Andaman & Nicobar consists of over 500 islands forming a part of a single archipelago with rich topography and geographical history. The islands were formed when the Indian and Burmese plates collided leading to an opening in the back-arc basin about 4 million years ago.
Archaeological evidence suggests inhabitants dating back to 2,200 years. However, cultural and genetic studies suggest that the aboriginals might have separated from other populations during the Middle Paleolithic age, dating back to 30,000 years. Since then they have diversified into different groups having their own culture and code of conduct. The Jarawas are the perfect example for a tribe that has existed from time immemorial, away from human settlements, gathering fruits, hunting in the sea and forests for their survival, wearing animal clads for protecting their skin. They stand out for their bright red attires and can be seen standing along the sides of the road watching the teeming vehicles run past them. The tribe exists outside the modern world as they live deep inside their ecosystems with zero carbon footprints. Andaman Trunk Road has been constructed right through the middle of their settlements making it easy for a load of jeeps and buses to pass through. Though it may seem fascinating to see people who are very different from the ones we come across in our everyday lives, it is to be noted that these are also human beings who do not need to be treated as showpieces in a zoo. The developmental authorities have turned a blind eye to the ongoing protests of environmentalists, anthropologists, and the Jarawas
themselves. They are hostile towards outsiders as there has been a huge decrease in forest reserves through the interference of the general population and have seen a decline in their own numbers due to diseases being spread in an otherwise healthy community that is untainted by artificial surroundings and inorganic food intake.
Besides its rich cultural history, Andamans is one of the most unexplored portions of the Indian subcontinent with respect to its flora & fauna, and its rich indelible life along the sea bed. Owing to an absence of tourism traffic and heavy commercial fishing, the islands promise quiet serenity amidst white sandy beaches, swaying palm trees, and baby blue waters teeming with exotic marine life. It is a global hotspot for endemic species of birds that have migrated and adapted themselves to its tropical surroundings through a span of thousands of years. Coral reefs stretch over an area of about 11,000 sq km and make up for beautifully laid out hues of colors booming with life underwater. Different species of octopuses, squids, and oysters can be found moving beside these corals. Endangered species like the whale shark, dugong, and dolphins can also be found in these waters. If you are lucky enough, you might just spot these water animals on your next expedition!
Veer Savarkar International Airport located 2 km south of Port Blair is the main airport of Andaman & Nicobar Islands. It is the main mode of transportation for people visiting the islands from other parts of India and regions worldwide. It has good connectivity with Havelock and Neil as well, with all the major resorts and hotels facilitating cabs that take its guests to the airport for departure. With the onset of the new integrated terminal building that is to be completed by June 2022 as per AIA or Airport Authority of India, the director of the airport, Jameel Khaliq has promised better connectivity and operational procedures. The terminal building aims to boost UDAN (Ude Deshka Aam Nagrik) and enhance its connectivity to under-served airports of the country.

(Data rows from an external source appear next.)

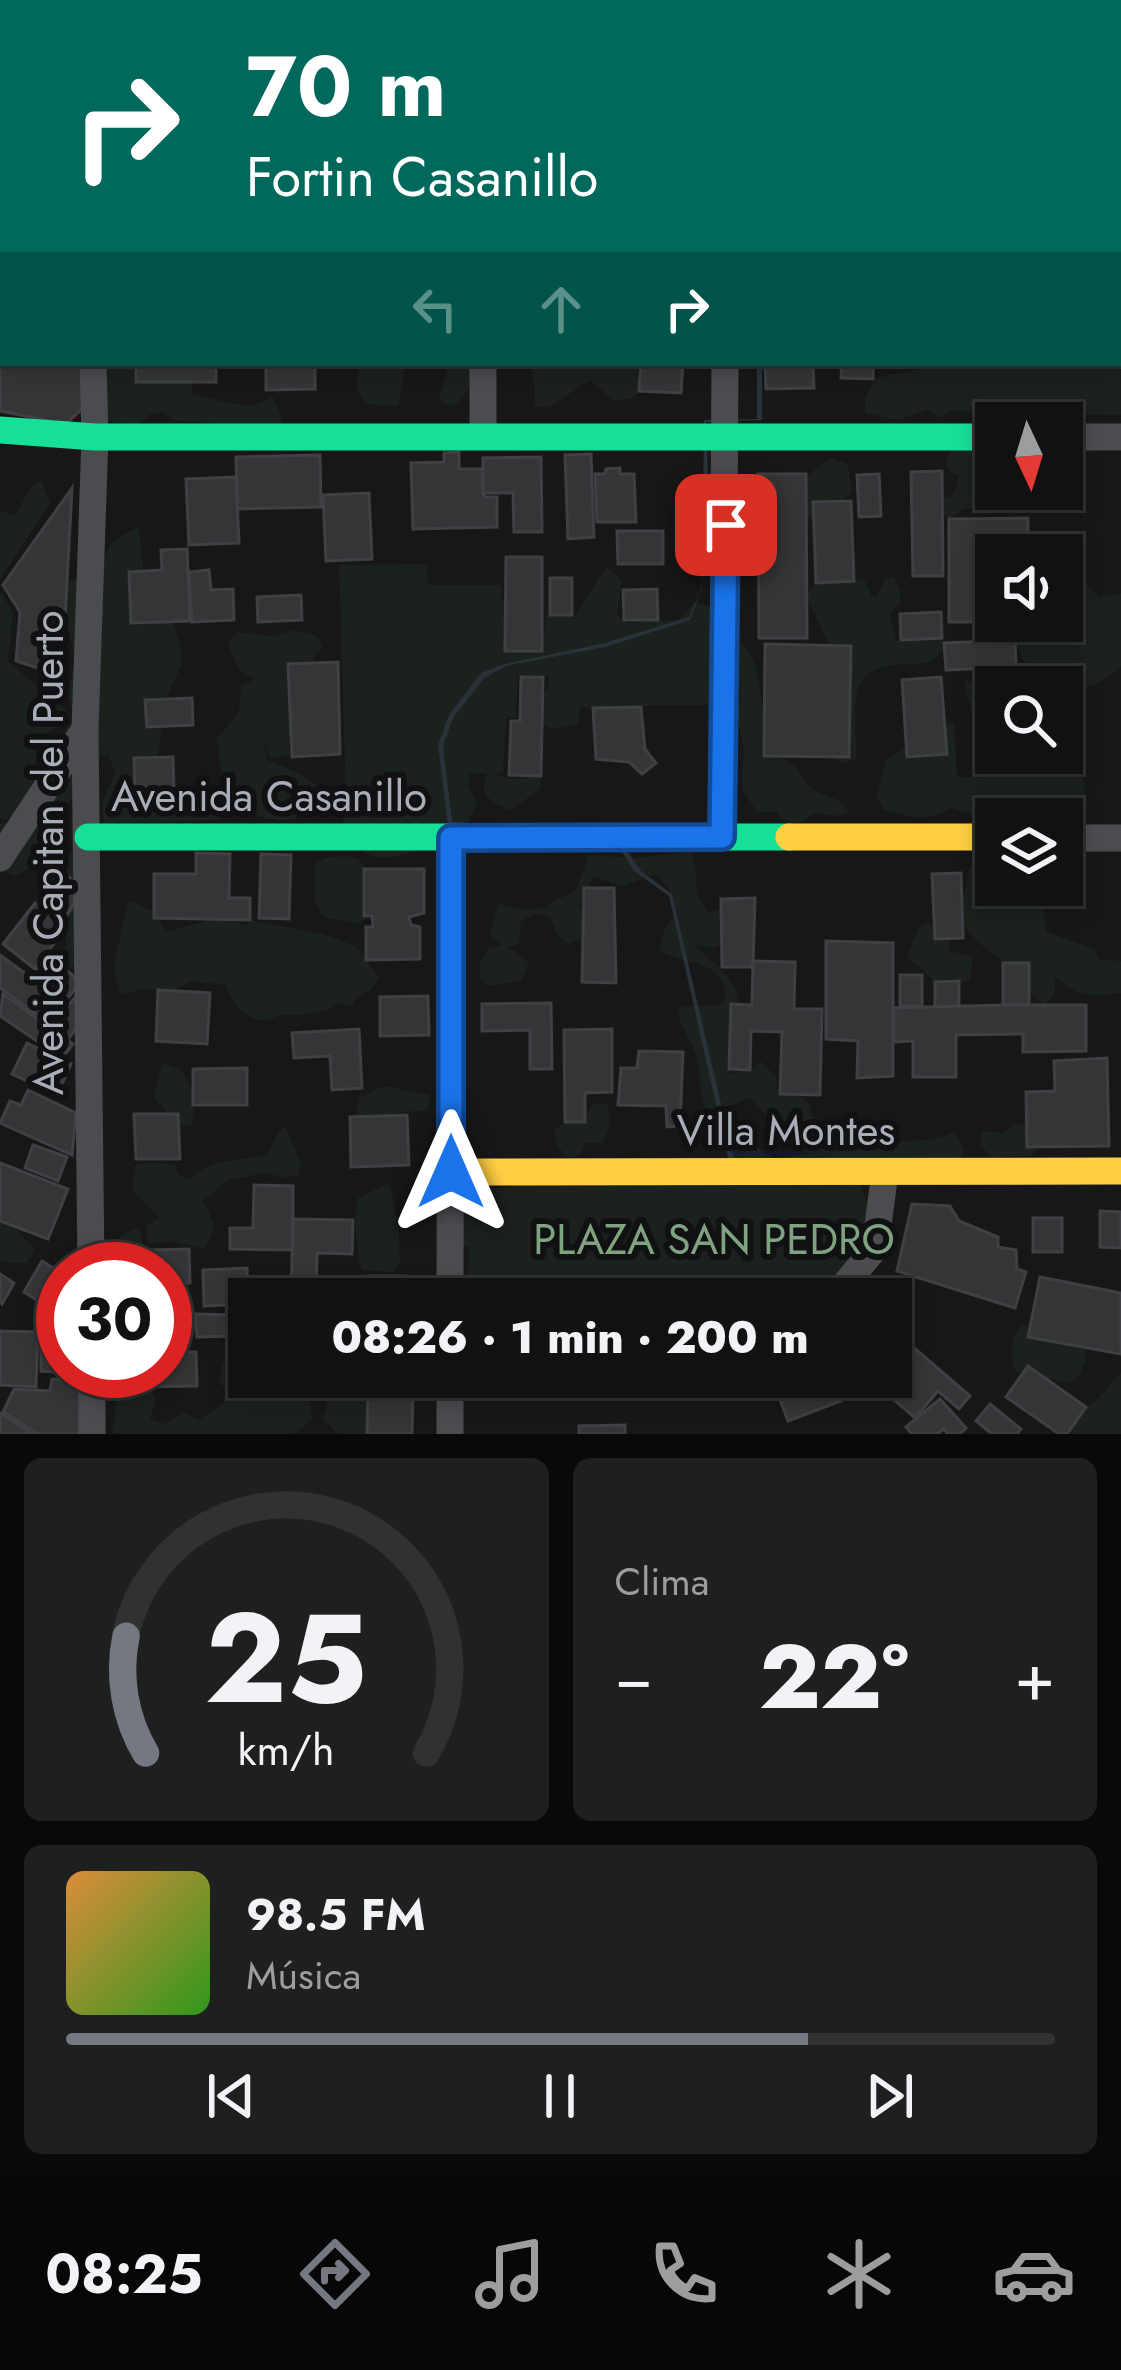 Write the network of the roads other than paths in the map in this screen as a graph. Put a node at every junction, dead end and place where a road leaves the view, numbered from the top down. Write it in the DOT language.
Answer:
graph roads {
  1 [pos="93,366"];
  2 [pos="483,366"];
  3 [pos="725,366"];
  4 [pos="0,430"];
  5 [pos="483,435"];
  6 [pos="727,436"];
  7 [pos="94,437"];
  8 [pos="975,437"];
  9 [pos="1083,437"];
  10 [pos="1121,437"];
  11 [pos="85,729"];
  12 [pos="88,837"];
  13 [pos="722,837"];
  14 [pos="975,837"];
  15 [pos="451,838"];
  16 [pos="1083,838"];
  17 [pos="1121,838"];
  18 [pos="0,858"];
  19 [pos="1121,1171"];
  20 [pos="451,1172"];
  21 [pos="885,1172"];
  22 [pos="91,1242"];
  23 [pos="450,1278"];
  24 [pos="850,1278"];
  25 [pos="92,1398"];
  26 [pos="450,1398"];
  27 [pos="92,1434"];
  28 [pos="450,1434"];
  1 -- 7 [label="street, Avenida Capitan del Puerto"];
  2 -- 5 [label="street"];
  3 -- 6 [label="street"];
  4 -- 7 [label="street"];
  5 -- 6 [label="street"];
  5 -- 7 [label="street"];
  6 -- 8 [label="street"];
  6 -- 13 [label="street"];
  7 -- 11 [label="street, Avenida Capitan del Puerto"];
  9 -- 10 [label="street"];
  11 -- 12 [label="street, Avenida Capitan del Puerto"];
  11 -- 18 [label="street"];
  12 -- 15 [label="street, Avenida Casanillo"];
  12 -- 22 [label="street, Avenida Capitan del Puerto"];
  13 -- 14 [label="street, Avenida Casanillo"];
  13 -- 15 [label="street, Avenida Casanillo"];
  15 -- 20 [label="street"];
  16 -- 17 [label="street"];
  19 -- 21 [label="street, Villa Montes"];
  20 -- 21 [label="street, Villa Montes"];
  20 -- 23 [label="street"];
  21 -- 24 [label="street"];
  25 -- 27 [label="street"];
  26 -- 28 [label="street"];
}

The building is being constructed in the shape of a shell which highlights the rich marine life of Andamans, beautifying it with glossy seashells found on the beaches here. The building is to have three floors with the roof varying between 18 m and 32 m. Built-in a total area of 40,000 sqm, it will be able to handle 1,200 passengers at a time, 600 domestic passengers, and 600 international passengers. Spread across three floors, one floor would be used for departure and service area, while the others would be used as an access point for the terminal building and the arrival of passengers, integrated with a waiting area for the international passengers.
In addition, there are 10 elevators, 6 escalators, 4 aerobridges, 28 check-in counters, an in-line scan system for baggage handling, 3 belts for the arriving baggage, 1 for international and 2 for domestic that are to be separated by a sliding glass partition.
The terminal features tickets & transfers made seamless through ease of movement to the respective departure gates, hassle-free check-in, and minimum queuing. The passengers may take a rest in the waiting areas or stroll around to explore the shopping arena. Skylights will be installed on the roof which would emanate a hundred percent natural lighting throughout the day (12 hours).
The terminal is to boost revenues by introducing the best travel solutions and bringing about new employment opportunities for the islanders. The UDAN scheme has caught the attention of start-up airlines and leading domestic carriers due to certain fiscal and monetary incentives. They would be given exclusive rights to operate on the allotted Regional Connectivity Scheme (RCS) routes for a period of three years.
The terminal building is being constructed in full swing at an estimated cost of Rs 417 crore.It is believed that about 83 percent of construction has been completed. Hopefully, we will witness the inauguration of the terminal within the tentative period of four months from now and welcome a huge surge of incoming tourists to this beautiful island destination offering better comfort and ease of travel.